The U.S. House voted 233-201 for an amendment that would block the Corps of Engineers from proceeding on a permit for the proposed Pebble Mine.

The sponsor, Rep. Jared Huffman, said what Pebble Limited Partnership wants to do near the headwaters of Bristol Bay is unprecedented. 

“There is no other U.S. hardrock mining operation that captures and treats such a massive volume of contaminated mine water, which is harmful to fish and to public health,” Huffman said in the debate over his amendment. “We know that mines are not invincible. Things go wrong.”

Huffman, D-Calif., said an accident at the mine could devastate Bristol Bay’s valuable salmon fishery, degrade Native cultures and ruin businesses that rely on the region’s world-class sportfishing. His amendment cuts off funding to the Corps of Engineers to finish the environmental process that’s underway.

Alaska Congressman Don Young voted against the amendment – not to defend the mine, he said, but to support the permitting process. 

“You’re ignoring the science.

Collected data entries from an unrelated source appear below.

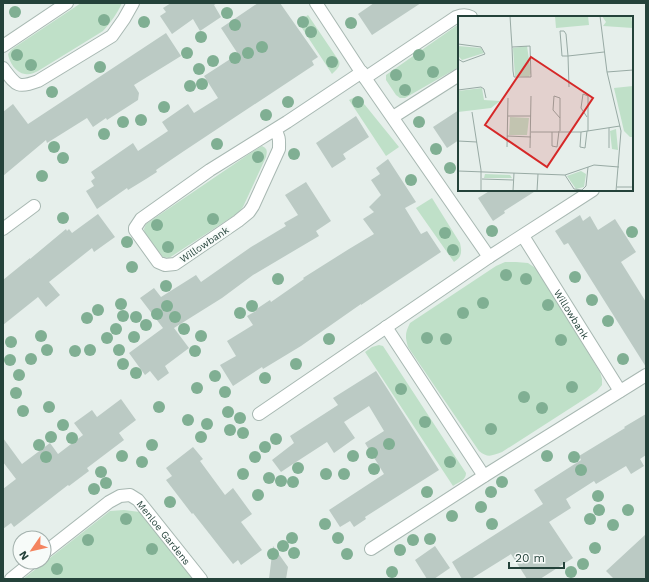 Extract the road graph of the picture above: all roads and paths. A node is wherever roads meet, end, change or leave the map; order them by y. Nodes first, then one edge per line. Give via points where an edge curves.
1 (66, 3) edge
2 (133, 3) edge
3 (316, 3) edge
4 (458, 16) edge
5 (459, 16) edge
6 (469, 16) edge
7 (3, 46) edge
8 (3, 68) edge
9 (363, 75) junction
10 (458, 75) edge
11 (393, 117) junction
12 (275, 130) junction
13 (591, 191) edge
14 (34, 206) dead end
15 (3, 229) edge
16 (523, 236) junction
17 (489, 257) junction
18 (386, 327) junction
19 (646, 376) edge
20 (620, 392) junction
21 (259, 414) dead end
22 (484, 476) junction
23 (52, 547) edge
24 (371, 549) dead end
25 (22, 570) edge
26 (11, 579) edge
27 (201, 579) edge

1 - 7 street
2 - 8 street via 112,36 38,81 28,85 14,83
3 - 9 street
4 - 9 street, Willowbank
5 - 6 street, Willowbank
9 - 11 street
9 - 12 street, Willowbank
10 - 11 street
11 - 17 street
12 - 12 street, Willowbank via 210,170 141,219 134,228 158,262 165,265 175,264 249,212 279,149 280,140
13 - 16 street
14 - 15 street
16 - 17 street
16 - 20 street, Willowbank
17 - 18 street
18 - 21 street
18 - 22 street
19 - 20 street
20 - 22 street
22 - 24 street
23 - 27 street, Menloe Gardens via 109,502 120,496 130,495 138,500
25 - 26 street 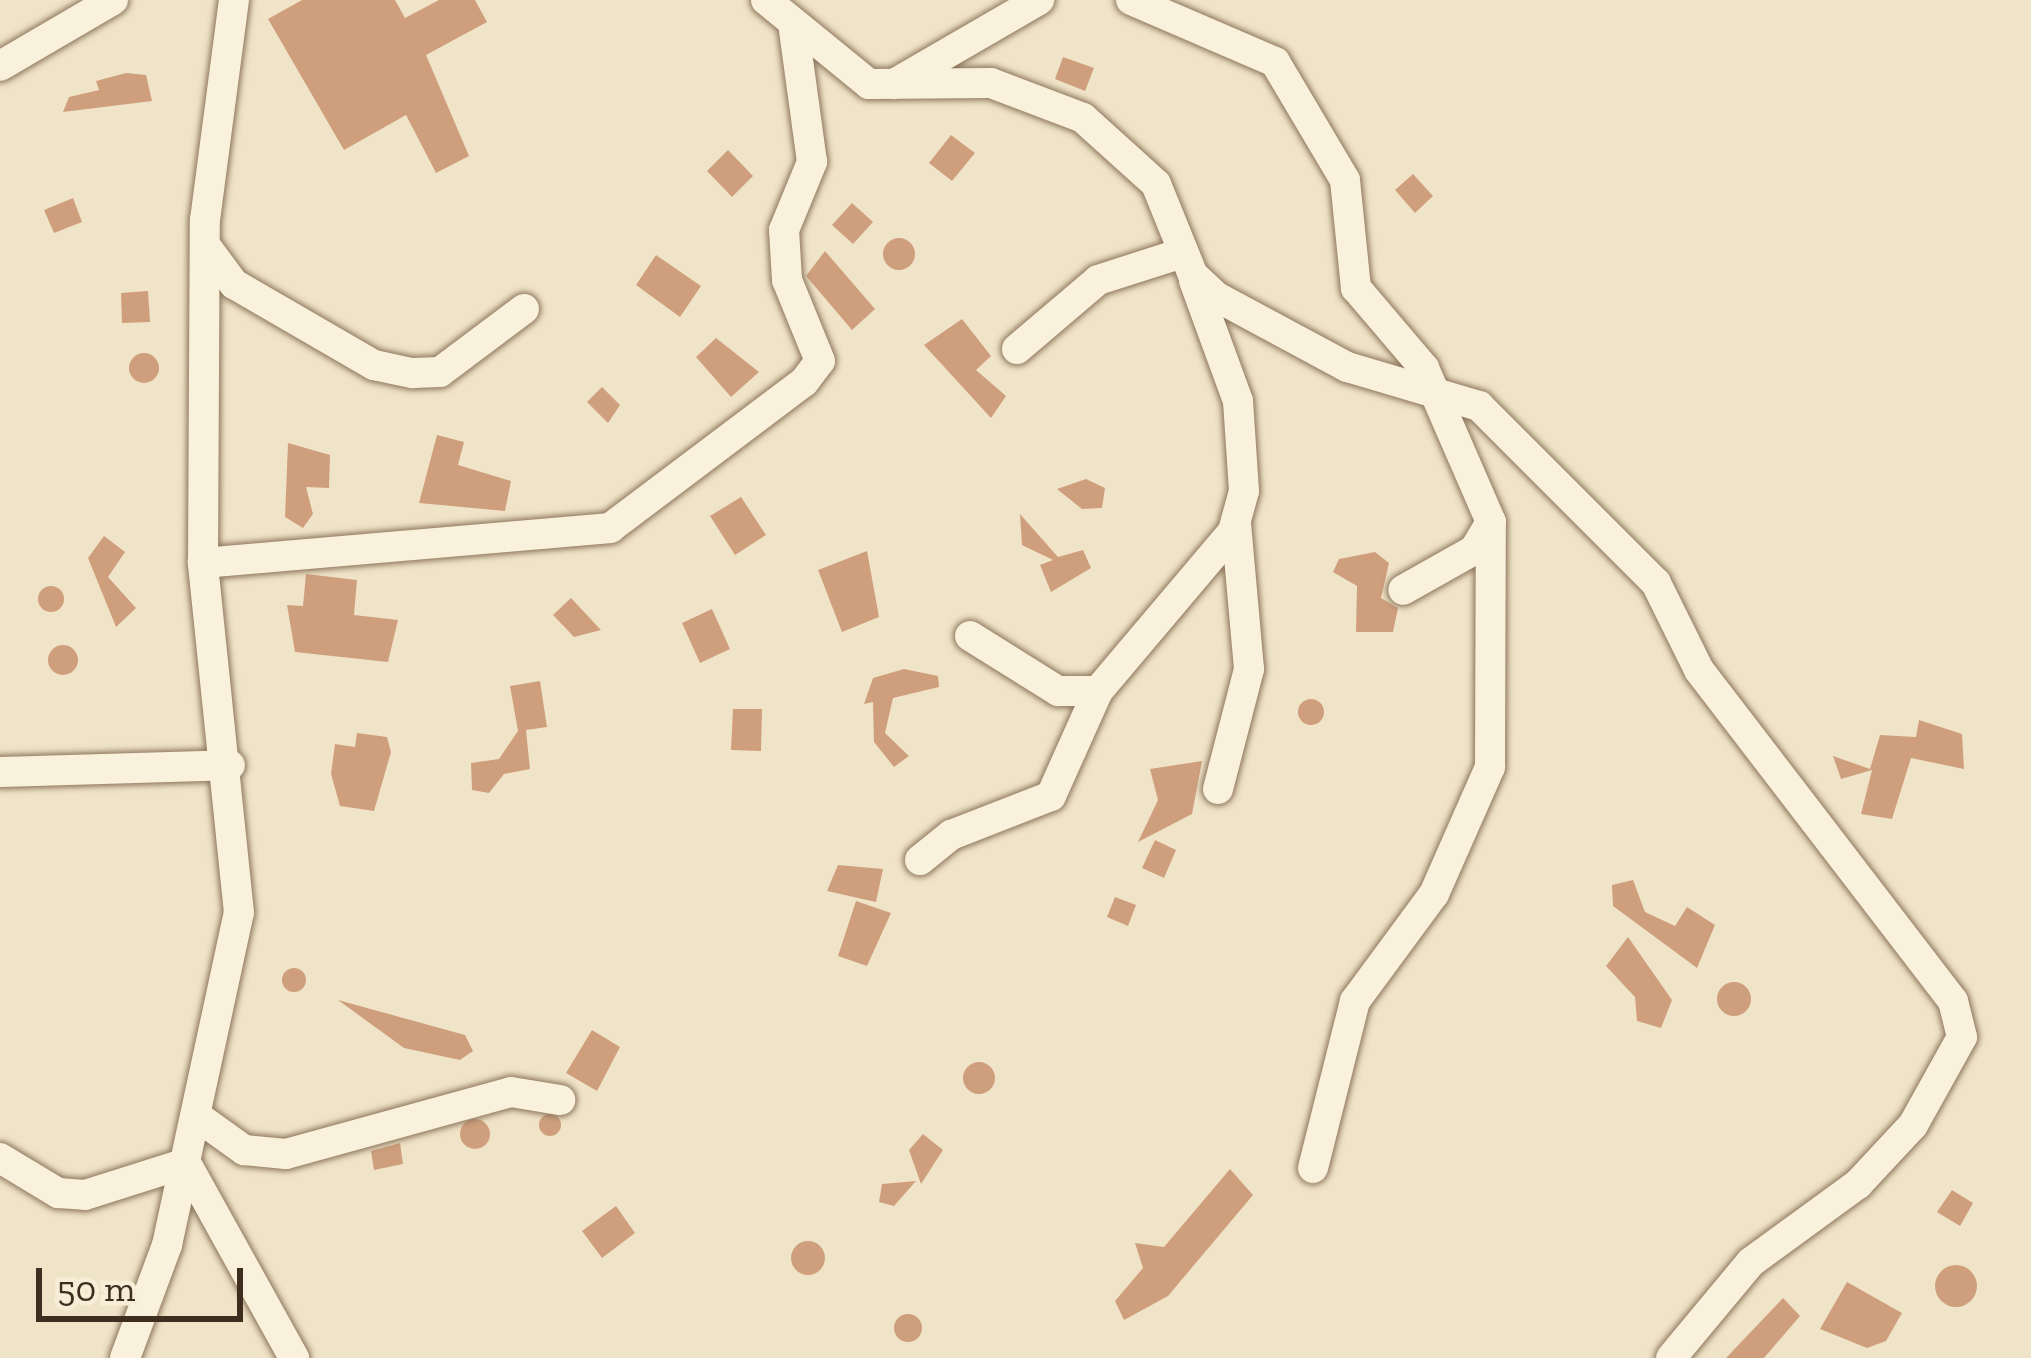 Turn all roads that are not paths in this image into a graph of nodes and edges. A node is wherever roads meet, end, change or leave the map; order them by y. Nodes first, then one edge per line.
1 (113, 0) edge
2 (234, 0) edge
3 (766, 0) edge
4 (1039, 0) edge
5 (1131, 0) edge
6 (793, 23) junction
7 (0, 66) edge
8 (889, 87) junction
9 (205, 245) junction
10 (1187, 264) junction
11 (524, 309) dead end
12 (1017, 349) dead end
13 (1431, 388) junction
14 (1237, 522) junction
15 (1491, 522) junction
16 (203, 563) junction
17 (1402, 590) dead end
18 (970, 636) dead end
19 (1098, 691) junction
20 (230, 765) junction
21 (0, 772) edge
22 (1218, 789) dead end
23 (920, 860) dead end
24 (560, 1100) dead end
25 (198, 1117) junction
26 (0, 1158) edge
27 (186, 1163) junction
28 (1313, 1168) dead end
29 (125, 1358) edge
30 (294, 1358) edge
31 (1671, 1358) edge

1 - 7 street
2 - 9 street
3 - 6 street
4 - 8 street
5 - 13 street
6 - 8 street
6 - 16 street
8 - 10 street
9 - 11 street
9 - 16 street
10 - 12 street
10 - 13 street
10 - 14 street
13 - 15 street
13 - 31 street
14 - 19 street
14 - 22 street
15 - 17 street
15 - 28 street
16 - 20 street
18 - 19 street
19 - 23 street
20 - 21 street
20 - 25 street
24 - 25 street
25 - 27 street
26 - 27 street
27 - 29 street
27 - 30 street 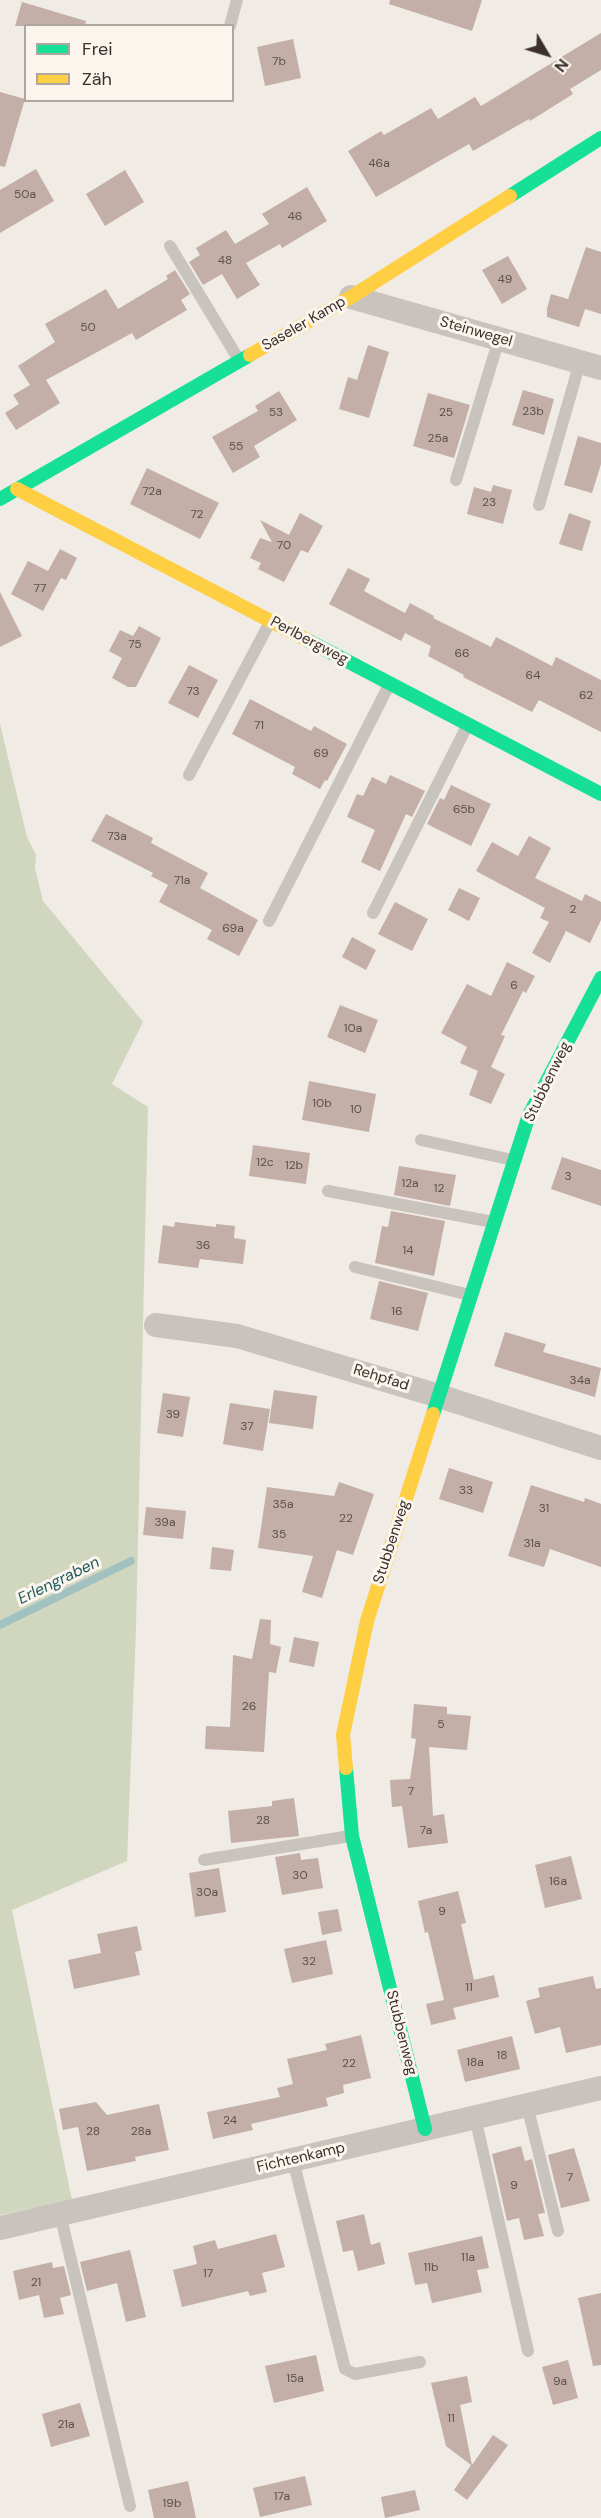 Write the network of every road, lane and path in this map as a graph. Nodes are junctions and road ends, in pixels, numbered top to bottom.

And you brag about the science all the time,” Young said on the House floor, apparently to Huffman. “Let the science prove us right or wrong. That should be your responsibility. Not say you’re for or against the mine and give all these doomsday things there. They may happen. If that happens, it will not happen because we’ll not issue the permit.”

The amendment is attached to a spending bill which has now cleared the House. But the Senate usually writes its own version of the bill, and the anti-Pebble amendment is unlikely to be brought up in the Republican-controlled Senate.